Restate the entries below word for word, leaving nothing out.

### Material for this task
↓↓↓
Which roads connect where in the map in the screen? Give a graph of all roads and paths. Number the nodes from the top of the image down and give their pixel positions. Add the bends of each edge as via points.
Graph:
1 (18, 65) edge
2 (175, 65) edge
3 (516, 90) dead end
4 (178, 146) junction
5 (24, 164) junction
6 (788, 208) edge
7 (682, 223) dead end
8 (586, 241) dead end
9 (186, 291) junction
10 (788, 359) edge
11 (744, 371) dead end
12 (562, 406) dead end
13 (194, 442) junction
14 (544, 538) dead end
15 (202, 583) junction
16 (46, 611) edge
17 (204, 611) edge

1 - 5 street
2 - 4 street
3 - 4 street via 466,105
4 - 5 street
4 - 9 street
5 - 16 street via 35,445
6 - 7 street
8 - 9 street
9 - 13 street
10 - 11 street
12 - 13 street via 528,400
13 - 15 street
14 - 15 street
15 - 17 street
↑↑↑
### Task response
Which roads connect where in the map in the screen? Give a graph of all roads and paths. Number the nodes from the top of the image down and give their pixel positions. Add the bends of each edge as via points.
Graph:
1 (18, 65) edge
2 (175, 65) edge
3 (516, 90) dead end
4 (178, 146) junction
5 (24, 164) junction
6 (788, 208) edge
7 (682, 223) dead end
8 (586, 241) dead end
9 (186, 291) junction
10 (788, 359) edge
11 (744, 371) dead end
12 (562, 406) dead end
13 (194, 442) junction
14 (544, 538) dead end
15 (202, 583) junction
16 (46, 611) edge
17 (204, 611) edge

1 - 5 street
2 - 4 street
3 - 4 street via 466,105
4 - 5 street
4 - 9 street
5 - 16 street via 35,445
6 - 7 street
8 - 9 street
9 - 13 street
10 - 11 street
12 - 13 street via 528,400
13 - 15 street
14 - 15 street
15 - 17 street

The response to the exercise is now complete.